Regulation and function of acid sphingomyelinase (asm)/ ceramide pathway in irradiation-induced cell death

Abstract

Treating malignant glioblastoma with radiation therapy in combination with chemotherapy is one of the most promising outcomes. The present study aimed to elucidate the underlying mechanism of IR induced activation of ASM and production of ceramide in glioblastoma. We focused on the initial event that involves the activation of ASM and production of ceramide upon irradiation in human glioblastoma cells.
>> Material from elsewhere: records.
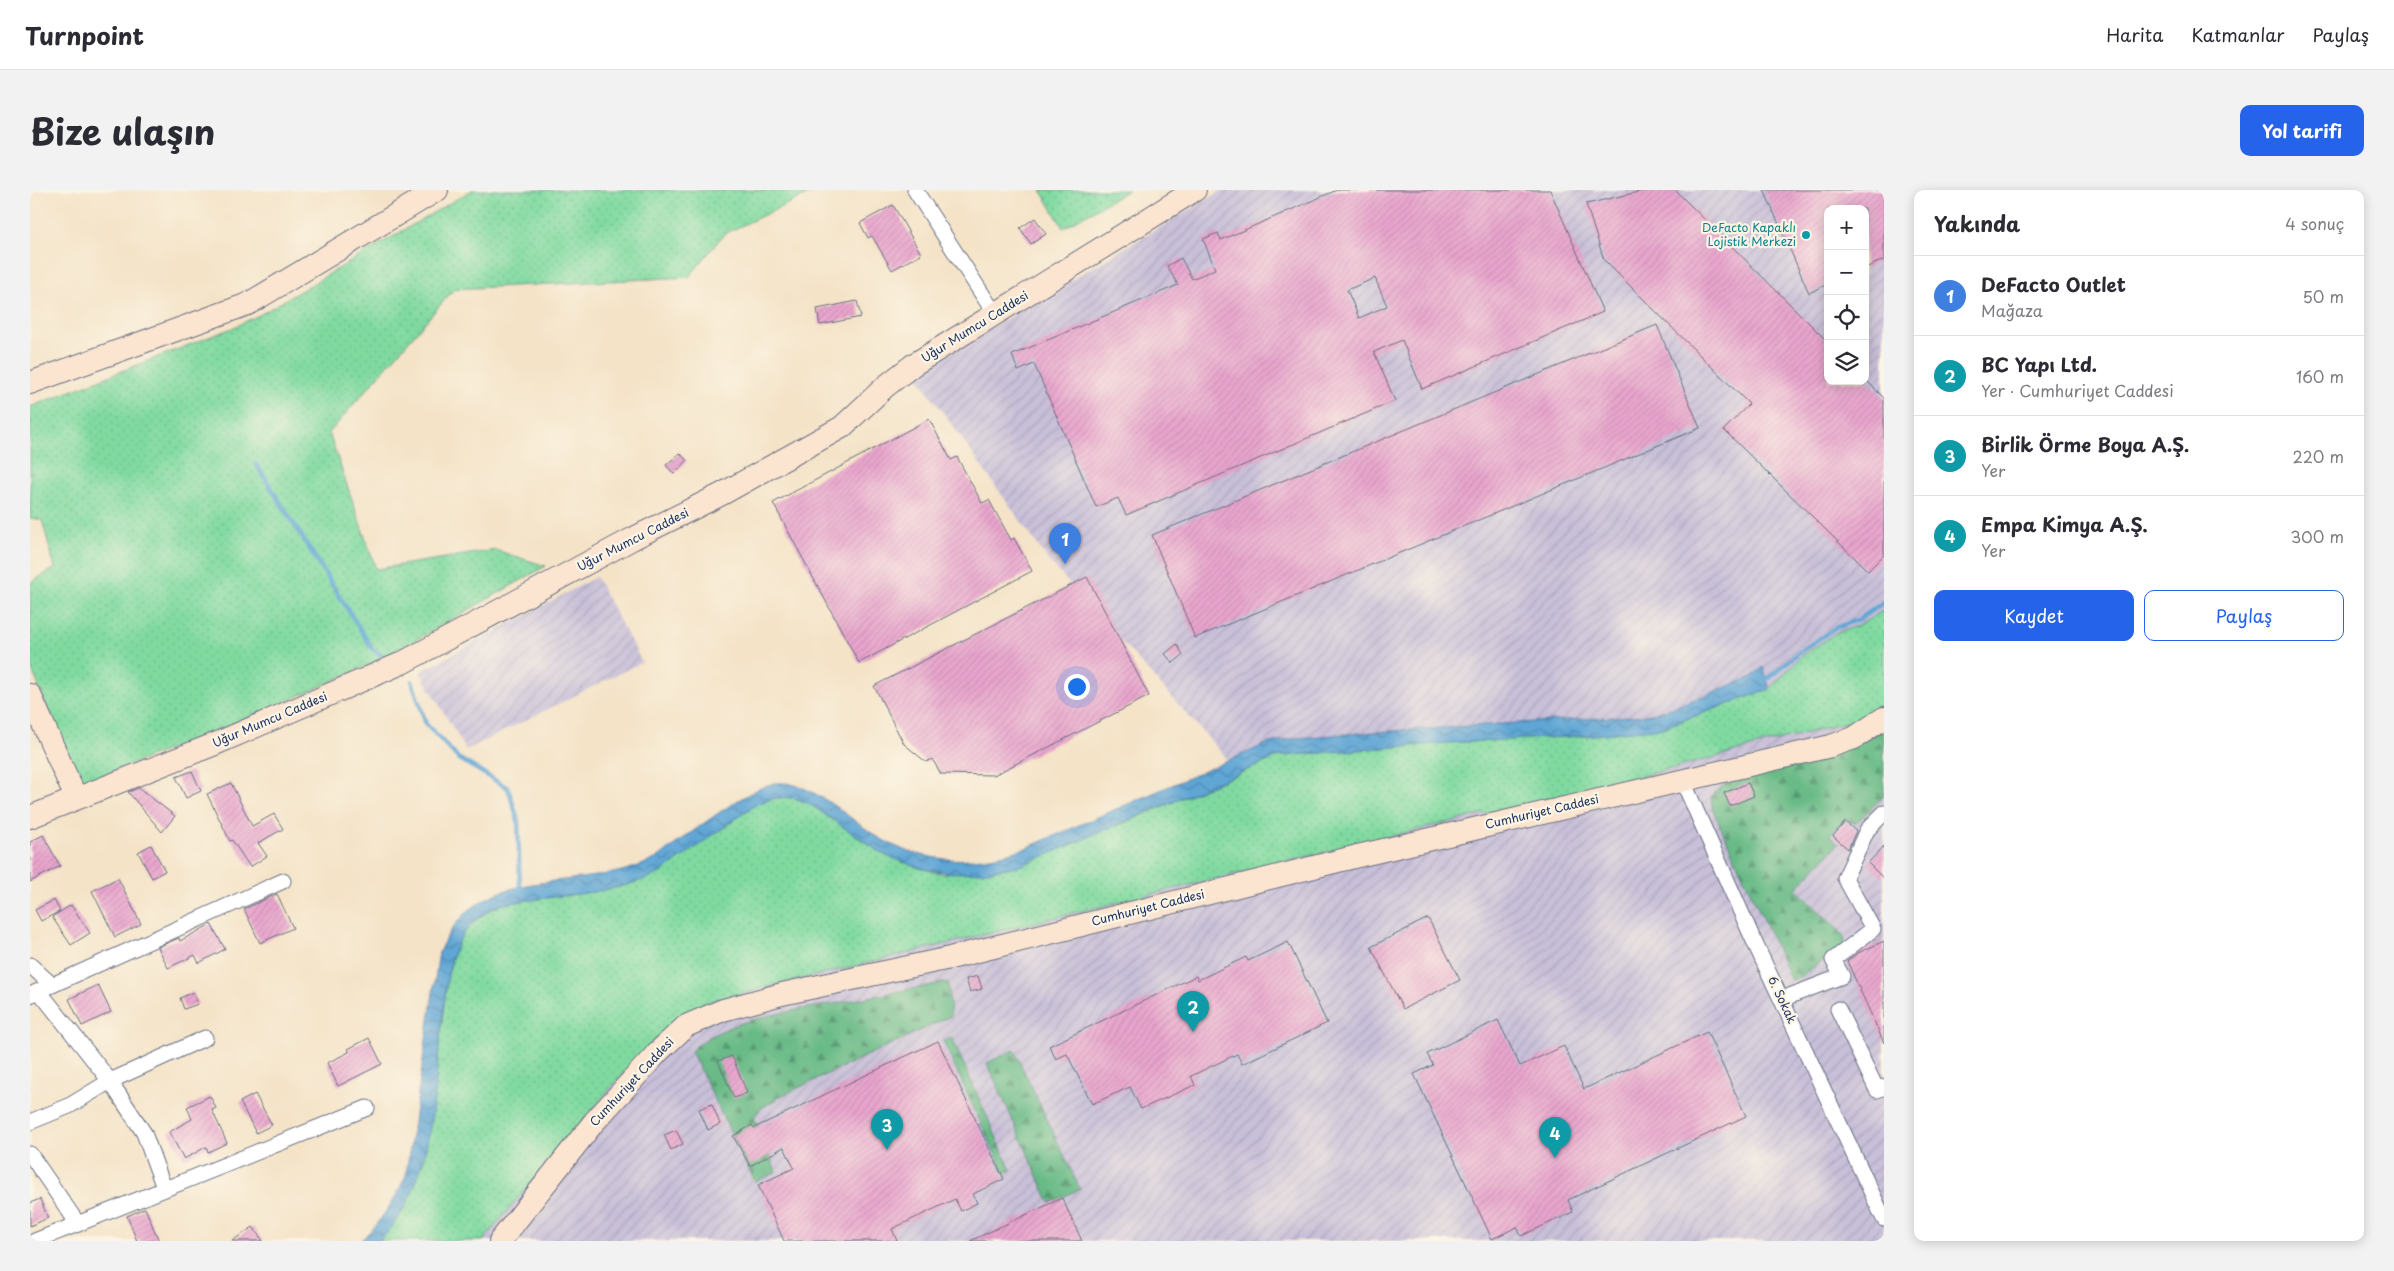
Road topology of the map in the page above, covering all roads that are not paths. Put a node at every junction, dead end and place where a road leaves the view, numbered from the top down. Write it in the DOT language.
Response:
graph roads {
  1 [pos="437,190"];
  2 [pos="915,190"];
  3 [pos="1195,190"];
  4 [pos="995,314"];
  5 [pos="30,383"];
  6 [pos="30,695"];
  7 [pos="1884,718"];
  8 [pos="1682,779"];
  9 [pos="76,798"];
  10 [pos="1884,814"];
  11 [pos="30,817"];
  12 [pos="283,881"];
  13 [pos="30,965"];
  14 [pos="40,990"];
  15 [pos="1782,999"];
  16 [pos="1838,1010"];
  17 [pos="205,1038"];
  18 [pos="110,1081"];
  19 [pos="1884,1087"];
  20 [pos="367,1108"];
  21 [pos="30,1122"];
  22 [pos="30,1154"];
  23 [pos="164,1188"];
  24 [pos="1884,1219"];
  25 [pos="78,1224"];
  26 [pos="35,1241"];
  27 [pos="500,1241"];
  1 -- 5 [label="street"];
  2 -- 4 [label="street"];
  3 -- 4 [label="street, Uğur Mumcu Caddesi"];
  4 -- 9 [label="street, Uğur Mumcu Caddesi"];
  6 -- 9 [label="street"];
  7 -- 8 [label="street, Cumhuriyet Caddesi"];
  8 -- 15 [label="street, 6. Sokak"];
  8 -- 27 [label="street, Cumhuriyet Caddesi"];
  9 -- 11 [label="street, Uğur Mumcu Caddesi"];
  10 -- 15 [label="street"];
  12 -- 14 [label="street"];
  13 -- 14 [label="street"];
  14 -- 18 [label="street"];
  15 -- 24 [label="street, 6. Sokak"];
  16 -- 19 [label="street"];
  17 -- 18 [label="street"];
  18 -- 21 [label="street"];
  18 -- 23 [label="street"];
  20 -- 23 [label="street"];
  22 -- 25 [label="street"];
  23 -- 25 [label="street"];
  25 -- 26 [label="street"];
}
Irradiation of human glioblastoma cells resulted in rapid activation and translocation of ASM to plasma membrane which resulted in clustering of ceramide and formation of ceramide-enriched membrane platforms. We addressed the mechanism of ASM activation which was found to be dependent on reactive oxygen species (ROS) production. Ceramide enriched-membrane platforms are known to actively cluster signaling molecule including death receptors CD95 and CD40 (Cremesti et al 2001, Grassmé et al 2001a, Grassmé et al 2001b, Grassmé et al 2002a) or subunits of NADPH oxidase like gp91phox and p47phox (Bao et al 2010, Zhang et al 2007). Similar to these observations we found that upon irradiation gp91phox clustered in ceramide enriched-membrane platforms and further using gp91phox siRNA, inhibition in IR-induced activation of ASM was seen. This result relates to the finding from Zhang and colleagues showing NADPH oxidase-derived ROS regulate Asminitiated redox signaling in a positive feedback manner (Zhang et al 2008). Lastly we identified various interacting partners of ASM, ceramide and lipid rafts using LCMS/ MS technique. Flotillin-1 and caveolin-1 proteins were identified in irradiated samples which suggest that upon irradiation, ASM translocated to plasma membrane leads to generation of ceramide and further co-localization of ASM and ceramide in lipid raft platforms takes place. Various other proteins were identified in irradiated samples of lipid rafts including dysferlin and sortilin whose role in ASM trafficking from lysosome to plasma membrane has already been described earlier upon different stimuli other than radiation (Han et al 2012, Jin et al 2008b).